[TASK MATERIAL — start]

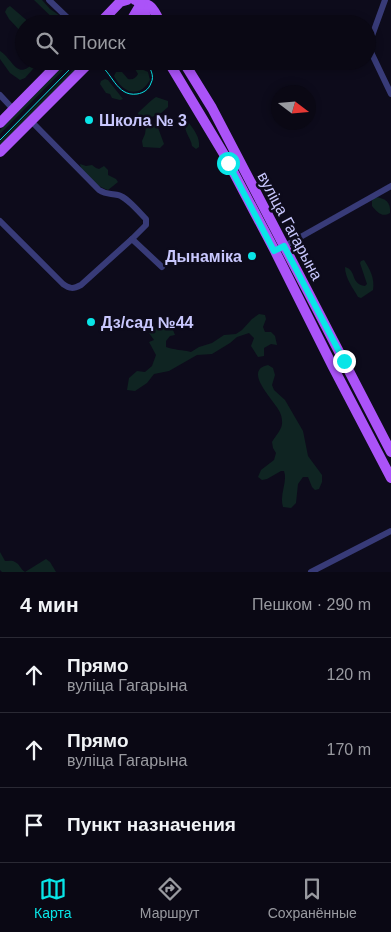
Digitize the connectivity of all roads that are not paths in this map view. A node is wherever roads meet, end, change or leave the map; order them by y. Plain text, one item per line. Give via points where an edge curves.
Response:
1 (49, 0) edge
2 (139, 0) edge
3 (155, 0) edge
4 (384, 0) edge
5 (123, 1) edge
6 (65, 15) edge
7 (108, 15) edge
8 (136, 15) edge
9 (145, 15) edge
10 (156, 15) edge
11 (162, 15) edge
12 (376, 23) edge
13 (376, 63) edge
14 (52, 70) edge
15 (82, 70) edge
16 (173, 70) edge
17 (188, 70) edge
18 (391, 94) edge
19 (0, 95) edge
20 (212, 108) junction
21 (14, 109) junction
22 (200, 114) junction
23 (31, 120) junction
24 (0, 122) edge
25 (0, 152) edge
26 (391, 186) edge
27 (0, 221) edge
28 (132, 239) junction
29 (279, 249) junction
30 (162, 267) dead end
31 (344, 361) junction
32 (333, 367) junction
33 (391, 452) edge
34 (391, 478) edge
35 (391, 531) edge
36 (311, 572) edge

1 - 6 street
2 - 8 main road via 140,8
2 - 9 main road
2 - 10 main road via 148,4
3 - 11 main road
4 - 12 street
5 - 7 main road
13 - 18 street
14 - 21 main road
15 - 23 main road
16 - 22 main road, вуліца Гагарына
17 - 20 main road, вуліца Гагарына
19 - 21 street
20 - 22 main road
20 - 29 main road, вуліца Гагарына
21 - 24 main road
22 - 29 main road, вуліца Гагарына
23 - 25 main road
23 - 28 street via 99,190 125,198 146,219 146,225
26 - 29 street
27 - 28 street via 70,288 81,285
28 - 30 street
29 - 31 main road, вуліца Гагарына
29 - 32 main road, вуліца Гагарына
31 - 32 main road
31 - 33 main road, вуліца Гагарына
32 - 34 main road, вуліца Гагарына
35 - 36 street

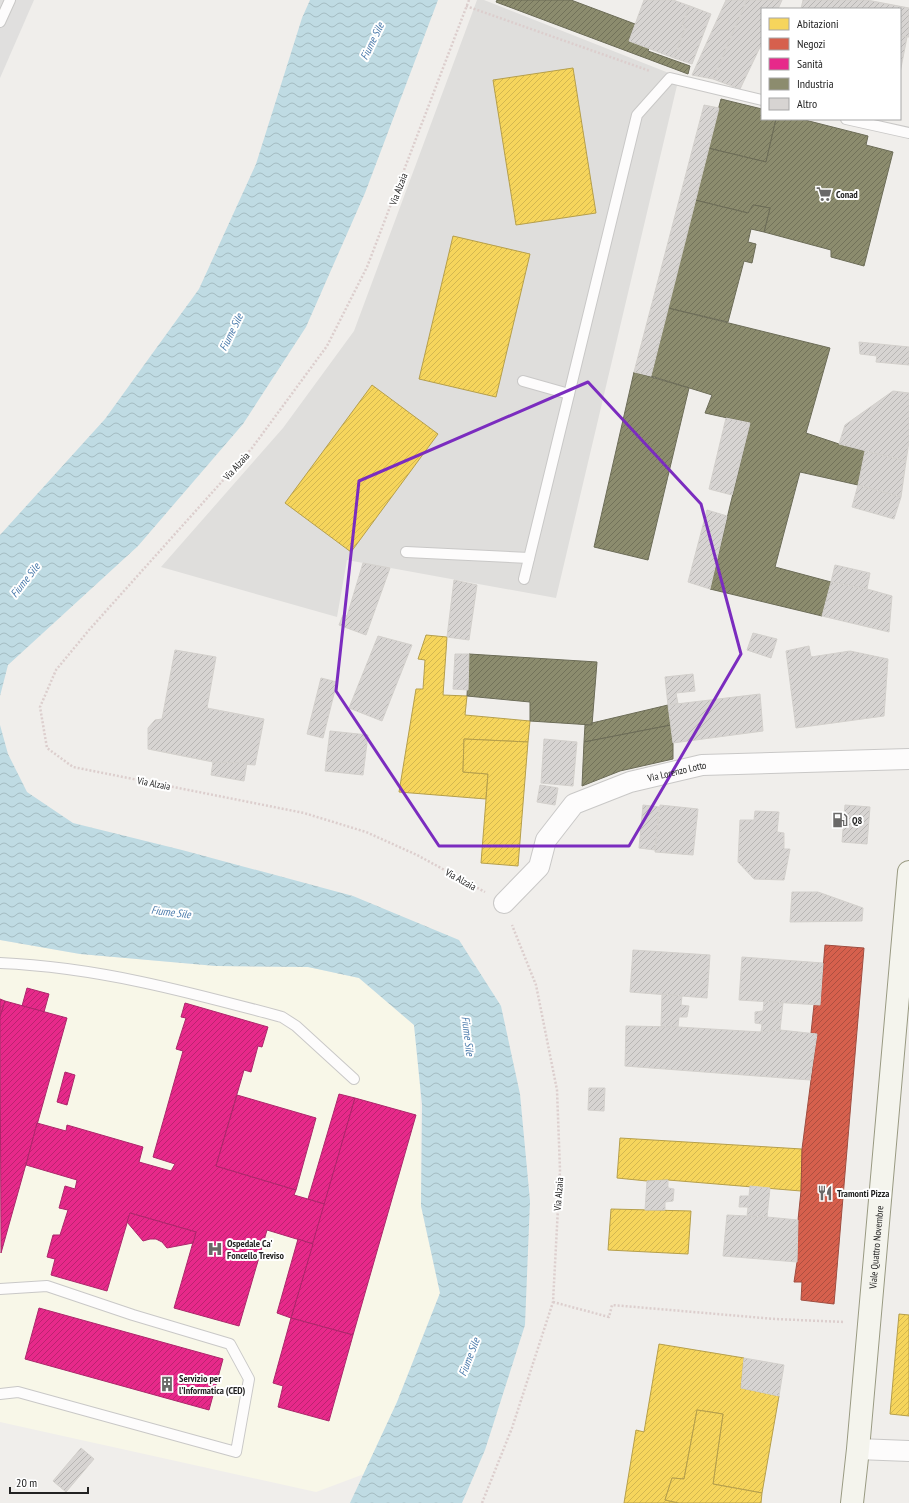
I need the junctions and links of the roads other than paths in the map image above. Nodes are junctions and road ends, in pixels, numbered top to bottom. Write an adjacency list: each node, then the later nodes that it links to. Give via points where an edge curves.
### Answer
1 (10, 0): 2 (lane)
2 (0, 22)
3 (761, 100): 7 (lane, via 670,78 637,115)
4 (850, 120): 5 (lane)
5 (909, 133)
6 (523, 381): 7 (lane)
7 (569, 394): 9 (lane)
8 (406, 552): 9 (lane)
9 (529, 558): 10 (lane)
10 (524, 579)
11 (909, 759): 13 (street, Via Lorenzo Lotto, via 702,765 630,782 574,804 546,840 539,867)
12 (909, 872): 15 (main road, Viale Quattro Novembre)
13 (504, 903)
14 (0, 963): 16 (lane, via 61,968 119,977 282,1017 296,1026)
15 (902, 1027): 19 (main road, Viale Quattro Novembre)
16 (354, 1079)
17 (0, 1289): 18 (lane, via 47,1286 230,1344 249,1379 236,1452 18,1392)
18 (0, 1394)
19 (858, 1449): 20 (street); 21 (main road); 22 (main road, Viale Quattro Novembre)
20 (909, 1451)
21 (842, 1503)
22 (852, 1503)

[TASK MATERIAL — finish]

▶ [WORK TO BE COMPLETED]:
A bare number is the whole answer: how many lines in the entries contain "that"?

▶ [RESULT OF THE TASK]:
2